- _TASK REQUIREMENTS_:
Please restate the entire listing verbatim.

- _SUPPLIED MATERIAL_:

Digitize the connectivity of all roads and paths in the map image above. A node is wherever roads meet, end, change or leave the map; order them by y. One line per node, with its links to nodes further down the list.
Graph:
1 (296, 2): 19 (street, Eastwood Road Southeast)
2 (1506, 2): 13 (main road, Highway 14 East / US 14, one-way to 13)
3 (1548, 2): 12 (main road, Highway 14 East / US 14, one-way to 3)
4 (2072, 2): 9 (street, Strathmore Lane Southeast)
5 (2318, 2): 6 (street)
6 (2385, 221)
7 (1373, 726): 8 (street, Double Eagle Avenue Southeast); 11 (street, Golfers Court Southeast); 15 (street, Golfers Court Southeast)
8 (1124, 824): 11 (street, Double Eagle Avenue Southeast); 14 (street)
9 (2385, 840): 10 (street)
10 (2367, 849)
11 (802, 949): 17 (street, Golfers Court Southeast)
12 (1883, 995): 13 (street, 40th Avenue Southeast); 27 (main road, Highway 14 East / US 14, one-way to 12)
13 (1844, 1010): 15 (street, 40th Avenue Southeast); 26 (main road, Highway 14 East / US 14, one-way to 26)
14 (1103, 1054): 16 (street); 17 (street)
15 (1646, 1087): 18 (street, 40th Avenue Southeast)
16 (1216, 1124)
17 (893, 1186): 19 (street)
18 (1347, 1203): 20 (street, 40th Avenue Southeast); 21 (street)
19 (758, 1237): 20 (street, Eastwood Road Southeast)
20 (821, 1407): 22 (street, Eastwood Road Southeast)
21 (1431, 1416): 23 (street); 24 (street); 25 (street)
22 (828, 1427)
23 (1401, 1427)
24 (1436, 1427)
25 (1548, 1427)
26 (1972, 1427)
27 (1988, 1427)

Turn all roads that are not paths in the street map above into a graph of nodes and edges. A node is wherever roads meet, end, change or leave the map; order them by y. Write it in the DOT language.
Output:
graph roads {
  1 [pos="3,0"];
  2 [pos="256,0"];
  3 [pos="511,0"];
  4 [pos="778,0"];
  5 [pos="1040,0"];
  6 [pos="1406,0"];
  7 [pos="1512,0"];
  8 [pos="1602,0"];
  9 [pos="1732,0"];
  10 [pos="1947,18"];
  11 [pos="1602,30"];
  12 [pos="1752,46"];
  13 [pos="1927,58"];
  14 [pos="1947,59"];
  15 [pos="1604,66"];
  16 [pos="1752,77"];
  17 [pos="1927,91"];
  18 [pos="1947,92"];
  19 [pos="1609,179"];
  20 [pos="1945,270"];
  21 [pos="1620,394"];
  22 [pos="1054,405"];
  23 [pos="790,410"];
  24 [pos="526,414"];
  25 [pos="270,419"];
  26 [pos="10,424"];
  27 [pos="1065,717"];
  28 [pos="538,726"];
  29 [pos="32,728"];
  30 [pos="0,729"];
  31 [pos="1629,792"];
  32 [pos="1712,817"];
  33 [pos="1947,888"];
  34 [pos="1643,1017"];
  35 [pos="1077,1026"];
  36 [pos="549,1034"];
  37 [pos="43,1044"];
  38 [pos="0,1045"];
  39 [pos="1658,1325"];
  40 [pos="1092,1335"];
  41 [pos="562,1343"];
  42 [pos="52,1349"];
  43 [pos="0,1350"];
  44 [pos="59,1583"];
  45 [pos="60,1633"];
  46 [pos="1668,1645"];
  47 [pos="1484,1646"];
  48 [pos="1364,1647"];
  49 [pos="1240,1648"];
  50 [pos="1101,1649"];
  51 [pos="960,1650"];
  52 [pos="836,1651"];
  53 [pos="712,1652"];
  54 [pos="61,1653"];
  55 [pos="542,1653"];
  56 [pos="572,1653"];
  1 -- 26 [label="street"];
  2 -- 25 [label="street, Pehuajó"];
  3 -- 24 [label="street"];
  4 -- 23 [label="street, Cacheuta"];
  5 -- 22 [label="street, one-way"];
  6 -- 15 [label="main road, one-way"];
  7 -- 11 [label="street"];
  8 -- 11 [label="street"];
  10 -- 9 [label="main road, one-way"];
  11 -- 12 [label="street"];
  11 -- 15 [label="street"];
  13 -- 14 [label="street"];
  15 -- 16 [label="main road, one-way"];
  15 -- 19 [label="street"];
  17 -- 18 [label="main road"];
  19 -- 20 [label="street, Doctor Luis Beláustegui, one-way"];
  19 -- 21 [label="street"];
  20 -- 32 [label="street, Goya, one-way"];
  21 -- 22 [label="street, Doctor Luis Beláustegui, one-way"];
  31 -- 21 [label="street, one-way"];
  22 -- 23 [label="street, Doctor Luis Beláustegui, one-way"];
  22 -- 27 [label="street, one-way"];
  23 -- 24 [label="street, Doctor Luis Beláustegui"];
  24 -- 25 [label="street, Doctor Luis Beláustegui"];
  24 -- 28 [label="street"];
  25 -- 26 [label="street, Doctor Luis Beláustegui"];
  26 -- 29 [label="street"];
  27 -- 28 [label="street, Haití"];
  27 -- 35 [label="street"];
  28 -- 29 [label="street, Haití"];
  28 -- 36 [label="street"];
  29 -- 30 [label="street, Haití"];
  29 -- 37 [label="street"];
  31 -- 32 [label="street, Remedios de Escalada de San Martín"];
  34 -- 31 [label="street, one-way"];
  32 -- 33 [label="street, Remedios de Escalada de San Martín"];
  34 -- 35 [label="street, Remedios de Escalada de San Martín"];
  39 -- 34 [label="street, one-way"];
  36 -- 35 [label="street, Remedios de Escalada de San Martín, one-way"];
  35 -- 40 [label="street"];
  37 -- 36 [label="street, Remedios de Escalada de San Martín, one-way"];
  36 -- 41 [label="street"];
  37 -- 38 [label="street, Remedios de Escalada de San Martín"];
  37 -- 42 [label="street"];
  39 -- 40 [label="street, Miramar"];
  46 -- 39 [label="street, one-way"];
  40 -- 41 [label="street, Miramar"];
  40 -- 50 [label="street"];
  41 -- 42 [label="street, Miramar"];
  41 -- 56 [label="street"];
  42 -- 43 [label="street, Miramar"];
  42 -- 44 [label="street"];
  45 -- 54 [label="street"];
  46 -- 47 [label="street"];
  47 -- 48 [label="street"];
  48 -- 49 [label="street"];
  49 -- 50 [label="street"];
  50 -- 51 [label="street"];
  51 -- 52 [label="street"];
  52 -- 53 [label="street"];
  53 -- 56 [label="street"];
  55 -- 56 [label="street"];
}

- _ANSWER FOR THE TASK_:
Digitize the connectivity of all roads and paths in the map image above. A node is wherever roads meet, end, change or leave the map; order them by y. One line per node, with its links to nodes further down the list.
Graph:
1 (296, 2): 19 (street, Eastwood Road Southeast)
2 (1506, 2): 13 (main road, Highway 14 East / US 14, one-way to 13)
3 (1548, 2): 12 (main road, Highway 14 East / US 14, one-way to 3)
4 (2072, 2): 9 (street, Strathmore Lane Southeast)
5 (2318, 2): 6 (street)
6 (2385, 221)
7 (1373, 726): 8 (street, Double Eagle Avenue Southeast); 11 (street, Golfers Court Southeast); 15 (street, Golfers Court Southeast)
8 (1124, 824): 11 (street, Double Eagle Avenue Southeast); 14 (street)
9 (2385, 840): 10 (street)
10 (2367, 849)
11 (802, 949): 17 (street, Golfers Court Southeast)
12 (1883, 995): 13 (street, 40th Avenue Southeast); 27 (main road, Highway 14 East / US 14, one-way to 12)
13 (1844, 1010): 15 (street, 40th Avenue Southeast); 26 (main road, Highway 14 East / US 14, one-way to 26)
14 (1103, 1054): 16 (street); 17 (street)
15 (1646, 1087): 18 (street, 40th Avenue Southeast)
16 (1216, 1124)
17 (893, 1186): 19 (street)
18 (1347, 1203): 20 (street, 40th Avenue Southeast); 21 (street)
19 (758, 1237): 20 (street, Eastwood Road Southeast)
20 (821, 1407): 22 (street, Eastwood Road Southeast)
21 (1431, 1416): 23 (street); 24 (street); 25 (street)
22 (828, 1427)
23 (1401, 1427)
24 (1436, 1427)
25 (1548, 1427)
26 (1972, 1427)
27 (1988, 1427)

Turn all roads that are not paths in the street map above into a graph of nodes and edges. A node is wherever roads meet, end, change or leave the map; order them by y. Write it in the DOT language.
Output:
graph roads {
  1 [pos="3,0"];
  2 [pos="256,0"];
  3 [pos="511,0"];
  4 [pos="778,0"];
  5 [pos="1040,0"];
  6 [pos="1406,0"];
  7 [pos="1512,0"];
  8 [pos="1602,0"];
  9 [pos="1732,0"];
  10 [pos="1947,18"];
  11 [pos="1602,30"];
  12 [pos="1752,46"];
  13 [pos="1927,58"];
  14 [pos="1947,59"];
  15 [pos="1604,66"];
  16 [pos="1752,77"];
  17 [pos="1927,91"];
  18 [pos="1947,92"];
  19 [pos="1609,179"];
  20 [pos="1945,270"];
  21 [pos="1620,394"];
  22 [pos="1054,405"];
  23 [pos="790,410"];
  24 [pos="526,414"];
  25 [pos="270,419"];
  26 [pos="10,424"];
  27 [pos="1065,717"];
  28 [pos="538,726"];
  29 [pos="32,728"];
  30 [pos="0,729"];
  31 [pos="1629,792"];
  32 [pos="1712,817"];
  33 [pos="1947,888"];
  34 [pos="1643,1017"];
  35 [pos="1077,1026"];
  36 [pos="549,1034"];
  37 [pos="43,1044"];
  38 [pos="0,1045"];
  39 [pos="1658,1325"];
  40 [pos="1092,1335"];
  41 [pos="562,1343"];
  42 [pos="52,1349"];
  43 [pos="0,1350"];
  44 [pos="59,1583"];
  45 [pos="60,1633"];
  46 [pos="1668,1645"];
  47 [pos="1484,1646"];
  48 [pos="1364,1647"];
  49 [pos="1240,1648"];
  50 [pos="1101,1649"];
  51 [pos="960,1650"];
  52 [pos="836,1651"];
  53 [pos="712,1652"];
  54 [pos="61,1653"];
  55 [pos="542,1653"];
  56 [pos="572,1653"];
  1 -- 26 [label="street"];
  2 -- 25 [label="street, Pehuajó"];
  3 -- 24 [label="street"];
  4 -- 23 [label="street, Cacheuta"];
  5 -- 22 [label="street, one-way"];
  6 -- 15 [label="main road, one-way"];
  7 -- 11 [label="street"];
  8 -- 11 [label="street"];
  10 -- 9 [label="main road, one-way"];
  11 -- 12 [label="street"];
  11 -- 15 [label="street"];
  13 -- 14 [label="street"];
  15 -- 16 [label="main road, one-way"];
  15 -- 19 [label="street"];
  17 -- 18 [label="main road"];
  19 -- 20 [label="street, Doctor Luis Beláustegui, one-way"];
  19 -- 21 [label="street"];
  20 -- 32 [label="street, Goya, one-way"];
  21 -- 22 [label="street, Doctor Luis Beláustegui, one-way"];
  31 -- 21 [label="street, one-way"];
  22 -- 23 [label="street, Doctor Luis Beláustegui, one-way"];
  22 -- 27 [label="street, one-way"];
  23 -- 24 [label="street, Doctor Luis Beláustegui"];
  24 -- 25 [label="street, Doctor Luis Beláustegui"];
  24 -- 28 [label="street"];
  25 -- 26 [label="street, Doctor Luis Beláustegui"];
  26 -- 29 [label="street"];
  27 -- 28 [label="street, Haití"];
  27 -- 35 [label="street"];
  28 -- 29 [label="street, Haití"];
  28 -- 36 [label="street"];
  29 -- 30 [label="street, Haití"];
  29 -- 37 [label="street"];
  31 -- 32 [label="street, Remedios de Escalada de San Martín"];
  34 -- 31 [label="street, one-way"];
  32 -- 33 [label="street, Remedios de Escalada de San Martín"];
  34 -- 35 [label="street, Remedios de Escalada de San Martín"];
  39 -- 34 [label="street, one-way"];
  36 -- 35 [label="street, Remedios de Escalada de San Martín, one-way"];
  35 -- 40 [label="street"];
  37 -- 36 [label="street, Remedios de Escalada de San Martín, one-way"];
  36 -- 41 [label="street"];
  37 -- 38 [label="street, Remedios de Escalada de San Martín"];
  37 -- 42 [label="street"];
  39 -- 40 [label="street, Miramar"];
  46 -- 39 [label="street, one-way"];
  40 -- 41 [label="street, Miramar"];
  40 -- 50 [label="street"];
  41 -- 42 [label="street, Miramar"];
  41 -- 56 [label="street"];
  42 -- 43 [label="street, Miramar"];
  42 -- 44 [label="street"];
  45 -- 54 [label="street"];
  46 -- 47 [label="street"];
  47 -- 48 [label="street"];
  48 -- 49 [label="street"];
  49 -- 50 [label="street"];
  50 -- 51 [label="street"];
  51 -- 52 [label="street"];
  52 -- 53 [label="street"];
  53 -- 56 [label="street"];
  55 -- 56 [label="street"];
}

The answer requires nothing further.